Many environmental policies and programs pay public money to people or businesses (or give them tax breaks or discounts) to encourage them to adopt more environmentally friendly practices and behaviours. A seemingly common-sense rule for these sorts of programs is that we shouldn’t pay people to do things that they were going to do anyway, without payment. But it can be quite a hard rule to apply in practice.

The idea that we shouldn’t pay people to do things that they were going to do anyway goes under the name of “additionality”. (It is also related to the with-versus-without principle in Benefit: Cost Analysis, and the concept of market failure – see PD272).

The idea behind “additionality” is that, when a program pays money to people to change their behaviours, the environmental benefits that result should be additional to the environmental benefits that would have occurred anyway, in the absence of the payments.

The reason this matters is that, if we are able to target payments to those behaviours that do result in additional environmental benefits, we’ll end up with greater environmental benefits overall, compared to paying for non-additional benefits – we’ll get better value for taxpayers’ money.
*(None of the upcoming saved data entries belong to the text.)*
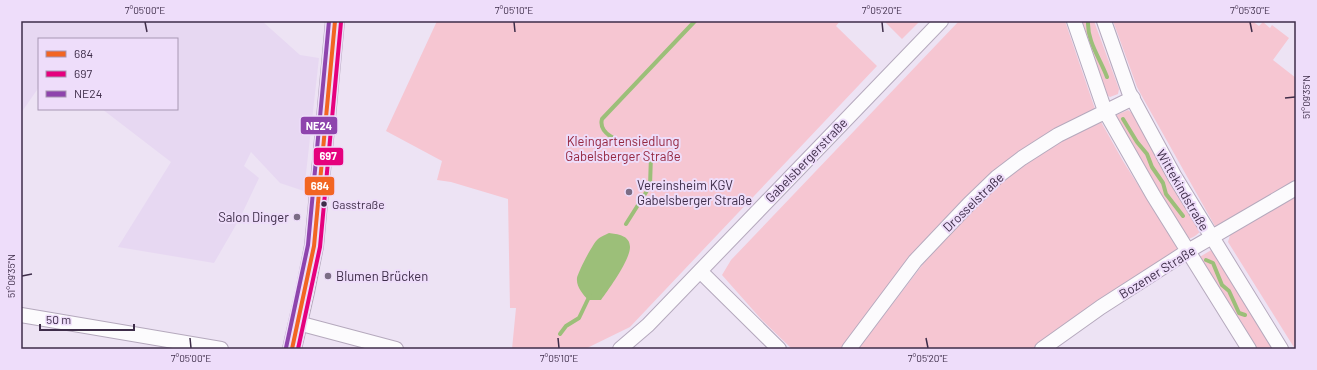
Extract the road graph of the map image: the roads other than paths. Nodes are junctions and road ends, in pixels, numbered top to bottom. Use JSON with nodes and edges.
{"nodes":[{"id":1,"x":335,"y":21,"type":"edge"},
{"id":2,"x":941,"y":21,"type":"edge"},
{"id":3,"x":1074,"y":21,"type":"edge"},
{"id":4,"x":1104,"y":21,"type":"edge"},
{"id":5,"x":1132,"y":98,"type":"junction"},
{"id":6,"x":1105,"y":111,"type":"junction"},
{"id":7,"x":1296,"y":188,"type":"edge"},
{"id":8,"x":1211,"y":238,"type":"junction"},
{"id":9,"x":1188,"y":251,"type":"junction"},
{"id":10,"x":700,"y":271,"type":"junction"},
{"id":11,"x":21,"y":315,"type":"edge"},
{"id":12,"x":298,"y":323,"type":"junction"},
{"id":13,"x":221,"y":349,"type":"edge"},
{"id":14,"x":292,"y":349,"type":"edge"},
{"id":15,"x":396,"y":349,"type":"edge"},
{"id":16,"x":620,"y":349,"type":"edge"},
{"id":17,"x":779,"y":349,"type":"edge"},
{"id":18,"x":849,"y":349,"type":"edge"},
{"id":19,"x":1042,"y":349,"type":"edge"},
{"id":20,"x":1249,"y":349,"type":"edge"},
{"id":21,"x":1281,"y":349,"type":"edge"}],
"edges":[{"from":1,"to":12,"type":"main road"},
{"from":2,"to":10,"type":"street","name":"Gabelsbergerstraße"},
{"from":3,"to":6,"type":"street","name":"Wittekindstraße"},
{"from":4,"to":5,"type":"street","name":"Wittekindstraße"},
{"from":5,"to":6,"type":"street","name":"Drosselstraße"},
{"from":5,"to":8,"type":"street","name":"Wittekindstraße"},
{"from":6,"to":9,"type":"street","name":"Wittekindstraße"},
{"from":6,"to":18,"type":"street","name":"Drosselstraße"},
{"from":7,"to":8,"type":"street","name":"Bozener Straße"},
{"from":8,"to":9,"type":"street","name":"Bozener Straße"},
{"from":8,"to":21,"type":"street","name":"Wittekindstraße"},
{"from":9,"to":19,"type":"street","name":"Bozener Straße"},
{"from":9,"to":20,"type":"street","name":"Wittekindstraße"},
{"from":10,"to":16,"type":"street","name":"Gabelsbergerstraße"},
{"from":10,"to":17,"type":"street"},
{"from":11,"to":13,"type":"street"},
{"from":12,"to":14,"type":"main road"},
{"from":12,"to":15,"type":"street"}]}
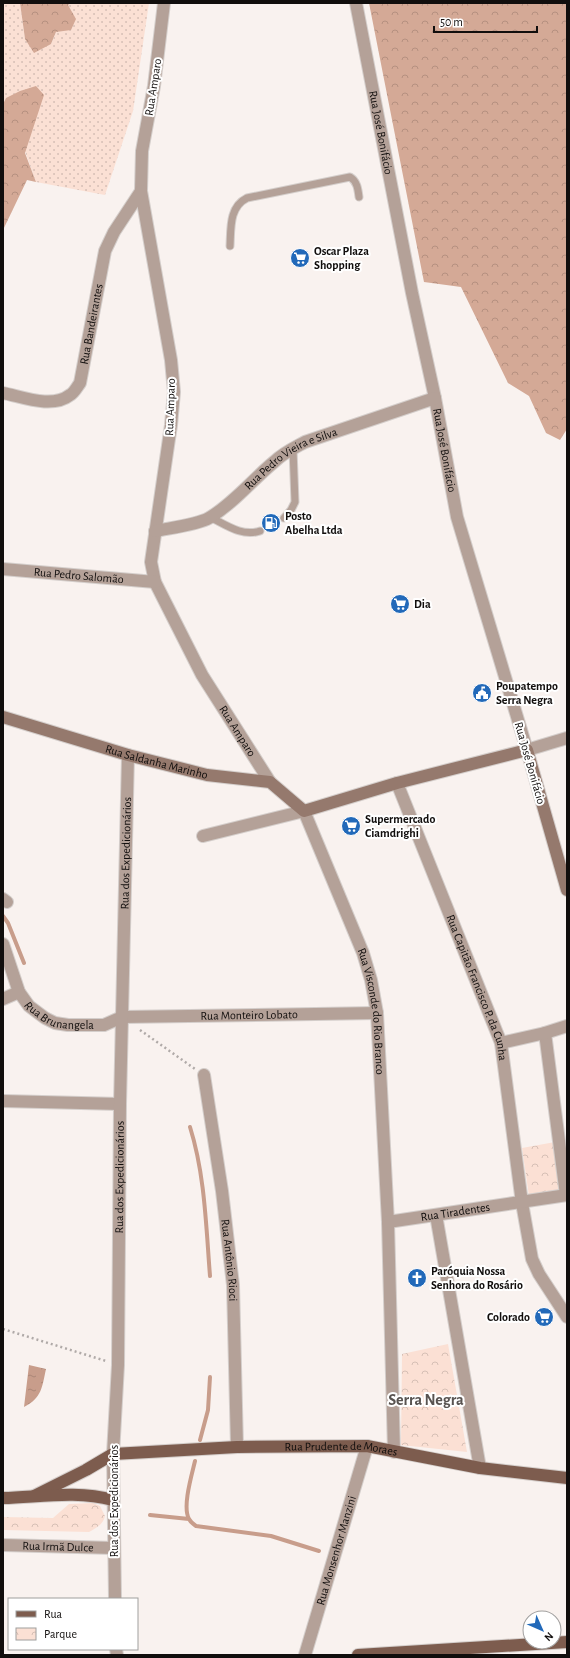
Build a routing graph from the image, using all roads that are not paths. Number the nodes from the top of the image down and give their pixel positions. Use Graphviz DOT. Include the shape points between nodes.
graph roads {
  1 [pos="164,3"];
  2 [pos="356,3"];
  3 [pos="140,191"];
  4 [pos="359,197"];
  5 [pos="230,246"];
  6 [pos="3,393"];
  7 [pos="435,398"];
  8 [pos="293,448"];
  9 [pos="210,517"];
  10 [pos="284,518"];
  11 [pos="155,531"];
  12 [pos="260,531"];
  13 [pos="3,569"];
  14 [pos="155,582"];
  15 [pos="3,717"];
  16 [pos="567,738"];
  17 [pos="526,750"];
  18 [pos="128,755"];
  19 [pos="270,782"];
  20 [pos="397,783"];
  21 [pos="304,811"];
  22 [pos="203,836"];
  23 [pos="567,890"];
  24 [pos="3,944"];
  25 [pos="19,992"];
  26 [pos="3,999"];
  27 [pos="377,1013"];
  28 [pos="122,1017"];
  29 [pos="567,1026"];
  30 [pos="545,1033"];
  31 [pos="501,1043"];
  32 [pos="204,1075"];
  33 [pos="3,1101"];
  34 [pos="120,1104"];
  35 [pos="567,1195"];
  36 [pos="522,1202"];
  37 [pos="436,1215"];
  38 [pos="388,1222"];
  39 [pos="567,1317"];
  40 [pos="367,1446"];
  41 [pos="237,1447"];
  42 [pos="394,1452"];
  43 [pos="113,1454"];
  44 [pos="480,1468"];
  45 [pos="567,1478"];
  46 [pos="34,1496"];
  47 [pos="3,1498"];
  48 [pos="113,1500"];
  49 [pos="3,1545"];
  50 [pos="114,1548"];
  51 [pos="115,1598"];
  52 [pos="567,1642"];
  53 [pos="305,1655"];
  54 [pos="358,1655"];
  1 -- 3 [label="street, Rua Amparo" via="154,86 142,151"];
  2 -- 7 [label="street, Rua José Bonifácio"];
  3 -- 6 [label="street, Rua Bandeirantes" via="105,251 80,383 70,395 59,401 44,402"];
  3 -- 11 [label="street, Rua Amparo" via="171,360 174,392 172,425"];
  4 -- 5 [label="lane" via="358,186 350,177 247,198 236,206 232,216"];
  7 -- 8 [label="street, Rua Pedro Vieira e Silva"];
  7 -- 17 [label="street, Rua José Bonifácio" via="457,517"];
  8 -- 9 [label="street, Rua Pedro Vieira e Silva" via="274,461 232,502"];
  8 -- 10 [label="lane" via="295,502"];
  9 -- 11 [label="street, Rua Pedro Vieira e Silva"];
  9 -- 12 [label="lane" via="243,533 252,534"];
  11 -- 14 [label="street, Rua Amparo" via="151,562"];
  13 -- 14 [label="street, Rua Pedro Salomão"];
  14 -- 19 [label="street, Rua Amparo" via="202,675"];
  15 -- 18 [label="main road, Rua Saldanha Marinho"];
  16 -- 17 [label="street"];
  17 -- 20 [label="main road"];
  17 -- 23 [label="main road, Rua José Bonifácio"];
  18 -- 19 [label="main road, Rua Saldanha Marinho" via="207,775"];
  18 -- 28 [label="street, Rua dos Expedicionários"];
  19 -- 21 [label="main road"];
  20 -- 21 [label="main road"];
  20 -- 31 [label="street, Rua Capitão Francisco P. da Cunha"];
  21 -- 22 [label="street"];
  21 -- 27 [label="street, Rua Visconde do Rio Branco" via="363,953"];
  24 -- 25 [label="street"];
  25 -- 26 [label="street, Rua Brunangela"];
  25 -- 28 [label="street, Rua Brunangela" via="30,1006 45,1018 68,1026 104,1024"];
  27 -- 28 [label="street, Rua Monteiro Lobato"];
  27 -- 38 [label="street, Rua Visconde do Rio Branco"];
  28 -- 34 [label="street, Rua dos Expedicionários"];
  29 -- 30 [label="street"];
  30 -- 31 [label="street"];
  30 -- 35 [label="street"];
  31 -- 36 [label="street, Rua Capitão Francisco P. da Cunha"];
  32 -- 41 [label="street, Rua Antônio Rioci" via="233,1285"];
  33 -- 34 [label="street"];
  34 -- 43 [label="street, Rua dos Expedicionários" via="118,1365"];
  35 -- 36 [label="street, Rua Tiradentes"];
  36 -- 37 [label="street, Rua Tiradentes"];
  36 -- 39 [label="street, Rua Capitão Francisco P. da Cunha" via="532,1259"];
  37 -- 38 [label="street, Rua Tiradentes"];
  37 -- 44 [label="street"];
  38 -- 42 [label="street, Rua Visconde do Rio Branco"];
  40 -- 41 [label="main road, Rua Prudente de Moraes"];
  40 -- 42 [label="main road, Rua Prudente de Moraes"];
  40 -- 53 [label="street, Rua Monsenhor Manzini"];
  41 -- 43 [label="main road, Rua Prudente de Moraes"];
  42 -- 44 [label="main road, Rua Prudente de Moraes"];
  43 -- 46 [label="main road"];
  43 -- 48 [label="street, Rua dos Expedicionários"];
  44 -- 45 [label="main road, Rua Prudente de Moraes"];
  46 -- 47 [label="main road"];
  46 -- 48 [label="main road" via="82,1495"];
  48 -- 50 [label="street, Rua dos Expedicionários"];
  49 -- 50 [label="street, Rua Irmã Dulce"];
  50 -- 51 [label="street, Rua dos Expedicionários"];
  52 -- 54 [label="main road"];
}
Some environmental programs do a poor job of checking for additionality. As I noted in PD272, much of the money given to farmers in US agri-environmental programs is not additional. In Australia, the Direct Action program for climate change doesn’t consider additionality well when selecting the winning bids in their reverse auctions (it compares practices before vs after signing up to the program, not with versus without).

So, environmental programs that allocate money to people or businesses should worry about additionality, but how? It can be harder than it sounds. It’s all very well to say, “only pay people if they would not have done it anyway”, but how do we know what they would have done anyway?

Sometimes it’s reasonably easy. There are cases where we can be pretty confident that people would not have done the environmental action, and will not start doing it in future, without a payment or regulation. I suspect that most of the work on Australian farms to fence off waterways to exclude livestock would not have happened without payments to cover the cost of fencing materials.

In the US, the Conservation Reserve Program pays farmers to remove agricultural land from production and plant environmentally beneficial species. This is probably mostly buying actions that lead to additional outcomes.

The nature of these additional activities is that they are things that are not normally done by farmers. This is largely because they cost the farmer money.

Judging additionality can be much trickier for environmental actions that also generate enough private benefits to be potentially worth doing by the private individuals or businesses. Zero tillage is a good example. Widespread adoption by farmers of zero tillage in Australia, Canada, the US and some other countries has substantially reduced soil erosion, with a range of off-farm benefits. But the reason this practice has been adopted so widely is that it can be very beneficial to the farmers who adopt it. Paying Australian farmers as a reward for doing zero tillage would be pointless, because most of them are already doing it. The public benefits would not be additional.

But imagine how it was in the early days of zero tillage. From the time when it was first developed, it took several decades for zero tillage to be taken up by most farmers. For the first decade, there were very few adopters. A program looking at subsidising zero tillage in 1990 would probably have judged that the payments would lead to additional benefits, and I would not have blamed them.

In fact, at that time, before the systems and technologies to make zero tillage work as well as it does now had been fully developed, payments in many cases would have satisfied the additionality condition. But only temporarily. At some point, the payments would have needed to be switched off, but judging when to switch them off would have been incredibly difficult. Most likely the payments would have continued for quite a while after additionality was lost.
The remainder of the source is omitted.